The Canadian War Museum’s collection of Second World War art, collectively entitled “The Canadian War Records,” is primarily made up of artwork officially commissioned by the National Gallery of Canada on behalf of the Canadian Government. Through this scheme 33 Official war artists were given the sponsorship and protection of the three branches of the Armed Forces. The artists’ objective was to illustrate Canada’s role in the Second World War. This made it possible for them to travel around Canada to record activities at training bases and also to be sent overseas to record the military action in various parts of the United Kingdom and war-torn Europe. Many of Canada’s official artists found themselves close to the thick of the battle, whether on land, on the seas or in the air.
There were also, however, many artists among the ranks of enlisted men.
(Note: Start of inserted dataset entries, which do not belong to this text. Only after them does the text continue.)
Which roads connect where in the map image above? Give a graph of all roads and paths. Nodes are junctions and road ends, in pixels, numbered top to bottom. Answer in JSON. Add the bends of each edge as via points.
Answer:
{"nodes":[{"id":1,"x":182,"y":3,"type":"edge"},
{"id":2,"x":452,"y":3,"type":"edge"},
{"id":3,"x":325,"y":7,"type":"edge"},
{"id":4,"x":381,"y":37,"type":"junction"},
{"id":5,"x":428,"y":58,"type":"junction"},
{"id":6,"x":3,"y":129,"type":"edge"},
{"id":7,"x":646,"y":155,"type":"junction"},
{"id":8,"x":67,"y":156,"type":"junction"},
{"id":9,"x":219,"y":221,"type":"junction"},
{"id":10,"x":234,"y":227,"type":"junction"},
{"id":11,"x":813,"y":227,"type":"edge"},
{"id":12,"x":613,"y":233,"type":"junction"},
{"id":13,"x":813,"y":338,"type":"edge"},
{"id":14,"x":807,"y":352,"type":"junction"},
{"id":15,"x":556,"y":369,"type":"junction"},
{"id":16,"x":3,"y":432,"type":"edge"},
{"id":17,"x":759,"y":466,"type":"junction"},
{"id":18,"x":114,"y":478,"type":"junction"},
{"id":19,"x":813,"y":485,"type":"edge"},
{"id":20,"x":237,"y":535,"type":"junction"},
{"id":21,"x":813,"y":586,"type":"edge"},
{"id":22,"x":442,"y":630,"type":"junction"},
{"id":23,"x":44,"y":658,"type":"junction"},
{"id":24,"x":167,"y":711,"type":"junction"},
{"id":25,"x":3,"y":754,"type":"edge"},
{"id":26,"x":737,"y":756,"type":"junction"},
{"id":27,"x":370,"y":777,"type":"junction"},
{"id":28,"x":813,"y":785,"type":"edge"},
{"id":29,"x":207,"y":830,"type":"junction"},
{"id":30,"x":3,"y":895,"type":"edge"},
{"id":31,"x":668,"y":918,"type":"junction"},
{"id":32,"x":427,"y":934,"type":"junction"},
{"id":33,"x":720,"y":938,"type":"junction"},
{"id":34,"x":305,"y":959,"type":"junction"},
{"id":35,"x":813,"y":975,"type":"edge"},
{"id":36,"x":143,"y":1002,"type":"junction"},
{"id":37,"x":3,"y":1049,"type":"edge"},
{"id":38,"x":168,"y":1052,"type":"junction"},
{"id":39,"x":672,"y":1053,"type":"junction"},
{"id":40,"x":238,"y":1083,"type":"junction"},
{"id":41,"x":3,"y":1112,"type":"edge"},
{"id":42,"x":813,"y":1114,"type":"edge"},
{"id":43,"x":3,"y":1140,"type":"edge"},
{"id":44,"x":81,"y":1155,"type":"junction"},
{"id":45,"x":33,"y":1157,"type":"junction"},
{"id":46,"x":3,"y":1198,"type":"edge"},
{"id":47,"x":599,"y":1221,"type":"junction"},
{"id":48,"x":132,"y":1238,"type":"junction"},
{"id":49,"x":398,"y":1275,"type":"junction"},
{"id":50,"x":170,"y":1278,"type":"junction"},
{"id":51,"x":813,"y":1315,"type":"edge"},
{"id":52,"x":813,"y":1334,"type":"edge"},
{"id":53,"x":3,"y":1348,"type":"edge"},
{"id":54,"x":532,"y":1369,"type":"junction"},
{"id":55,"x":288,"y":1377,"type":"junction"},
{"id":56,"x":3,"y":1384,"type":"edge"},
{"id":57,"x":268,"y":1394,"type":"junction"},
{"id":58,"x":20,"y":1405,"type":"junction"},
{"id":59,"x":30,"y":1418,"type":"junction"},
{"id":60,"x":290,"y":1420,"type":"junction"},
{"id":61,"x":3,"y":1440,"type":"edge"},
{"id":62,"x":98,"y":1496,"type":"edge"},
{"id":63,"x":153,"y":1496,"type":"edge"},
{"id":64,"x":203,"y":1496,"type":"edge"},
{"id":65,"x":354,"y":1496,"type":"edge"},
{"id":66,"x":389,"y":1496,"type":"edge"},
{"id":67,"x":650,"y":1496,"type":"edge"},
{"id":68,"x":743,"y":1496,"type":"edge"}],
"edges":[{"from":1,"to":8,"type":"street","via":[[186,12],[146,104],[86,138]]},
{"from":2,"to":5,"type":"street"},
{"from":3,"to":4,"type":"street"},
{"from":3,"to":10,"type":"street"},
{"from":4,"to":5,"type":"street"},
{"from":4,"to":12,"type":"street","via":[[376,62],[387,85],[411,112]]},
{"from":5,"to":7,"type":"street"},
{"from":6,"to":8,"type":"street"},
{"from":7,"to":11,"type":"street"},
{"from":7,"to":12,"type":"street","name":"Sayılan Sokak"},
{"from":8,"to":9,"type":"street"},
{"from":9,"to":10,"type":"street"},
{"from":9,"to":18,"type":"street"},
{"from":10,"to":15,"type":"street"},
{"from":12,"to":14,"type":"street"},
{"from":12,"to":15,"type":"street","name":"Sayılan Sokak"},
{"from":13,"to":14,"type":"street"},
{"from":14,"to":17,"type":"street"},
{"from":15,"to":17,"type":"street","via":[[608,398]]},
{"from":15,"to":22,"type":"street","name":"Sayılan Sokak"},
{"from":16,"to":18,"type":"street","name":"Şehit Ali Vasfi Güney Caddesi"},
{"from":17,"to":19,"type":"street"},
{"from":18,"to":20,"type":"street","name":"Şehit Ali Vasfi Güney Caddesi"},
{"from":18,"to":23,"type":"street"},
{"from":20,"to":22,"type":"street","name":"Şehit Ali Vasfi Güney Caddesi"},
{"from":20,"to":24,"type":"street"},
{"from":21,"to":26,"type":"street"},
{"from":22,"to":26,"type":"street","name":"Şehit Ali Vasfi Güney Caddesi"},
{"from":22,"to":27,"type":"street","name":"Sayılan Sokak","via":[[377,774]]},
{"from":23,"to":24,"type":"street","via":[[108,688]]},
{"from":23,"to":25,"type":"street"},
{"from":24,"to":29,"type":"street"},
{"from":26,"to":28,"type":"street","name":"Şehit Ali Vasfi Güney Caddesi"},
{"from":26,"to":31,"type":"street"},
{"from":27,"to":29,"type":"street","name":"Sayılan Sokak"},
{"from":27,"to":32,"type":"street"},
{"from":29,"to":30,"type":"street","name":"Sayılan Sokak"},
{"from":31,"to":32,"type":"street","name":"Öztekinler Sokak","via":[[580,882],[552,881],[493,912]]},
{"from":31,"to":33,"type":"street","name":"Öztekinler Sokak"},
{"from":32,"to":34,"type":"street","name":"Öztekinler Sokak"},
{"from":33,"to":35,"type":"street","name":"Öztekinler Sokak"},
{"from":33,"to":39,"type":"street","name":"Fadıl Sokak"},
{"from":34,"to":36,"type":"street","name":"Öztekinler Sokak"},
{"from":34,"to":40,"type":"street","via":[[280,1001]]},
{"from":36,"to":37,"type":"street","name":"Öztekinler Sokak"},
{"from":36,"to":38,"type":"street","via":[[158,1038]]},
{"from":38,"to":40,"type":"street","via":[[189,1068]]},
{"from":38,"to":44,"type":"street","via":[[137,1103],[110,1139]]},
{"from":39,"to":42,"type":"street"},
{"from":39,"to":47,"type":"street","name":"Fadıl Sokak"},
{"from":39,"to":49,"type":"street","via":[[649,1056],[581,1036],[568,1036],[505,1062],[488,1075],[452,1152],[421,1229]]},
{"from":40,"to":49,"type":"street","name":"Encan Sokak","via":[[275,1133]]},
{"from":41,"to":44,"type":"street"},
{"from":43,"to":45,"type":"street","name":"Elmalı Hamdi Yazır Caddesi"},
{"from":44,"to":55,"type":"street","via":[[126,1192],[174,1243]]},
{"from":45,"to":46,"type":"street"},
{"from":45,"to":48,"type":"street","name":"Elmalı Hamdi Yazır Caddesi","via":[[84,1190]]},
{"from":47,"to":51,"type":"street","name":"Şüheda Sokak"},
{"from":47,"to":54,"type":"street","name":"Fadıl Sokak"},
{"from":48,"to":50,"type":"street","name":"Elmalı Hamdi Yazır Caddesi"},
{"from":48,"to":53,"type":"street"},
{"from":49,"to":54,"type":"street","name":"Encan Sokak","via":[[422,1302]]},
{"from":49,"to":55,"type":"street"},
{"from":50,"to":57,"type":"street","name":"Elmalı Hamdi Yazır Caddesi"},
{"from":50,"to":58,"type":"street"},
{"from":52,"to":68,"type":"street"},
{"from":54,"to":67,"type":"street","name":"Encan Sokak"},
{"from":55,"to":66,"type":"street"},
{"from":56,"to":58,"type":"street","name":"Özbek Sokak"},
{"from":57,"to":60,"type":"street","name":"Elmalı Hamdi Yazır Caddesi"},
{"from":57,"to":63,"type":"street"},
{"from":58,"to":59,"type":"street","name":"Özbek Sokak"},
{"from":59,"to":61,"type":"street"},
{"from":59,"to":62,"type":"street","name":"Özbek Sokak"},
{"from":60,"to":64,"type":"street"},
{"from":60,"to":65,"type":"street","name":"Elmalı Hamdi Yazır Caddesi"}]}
These ‘unofficial’ artists painted, sketched, and drew for their own pleasure, depicting what they liked as they liked without the thought that their works were destined for a Canadian heritage art collection. They drew and painted to hone their artistic skills, to record their experiences, to fill leisure time, and in the case of many, as a means of therapy, helpful in unfamiliar situations disconnected from everyday life. In recent years, many of these works have been donated by the artists and their families to the Canadian War Art Collection at the Canadian War Museum. The informality of the subject matter presents an invaluable background to the official paintings of the war.
"Soldiers’ Lives Depicted: Paintings and Drawings by “Unofficial Artists” in the Collection of the Canadian War Museum,"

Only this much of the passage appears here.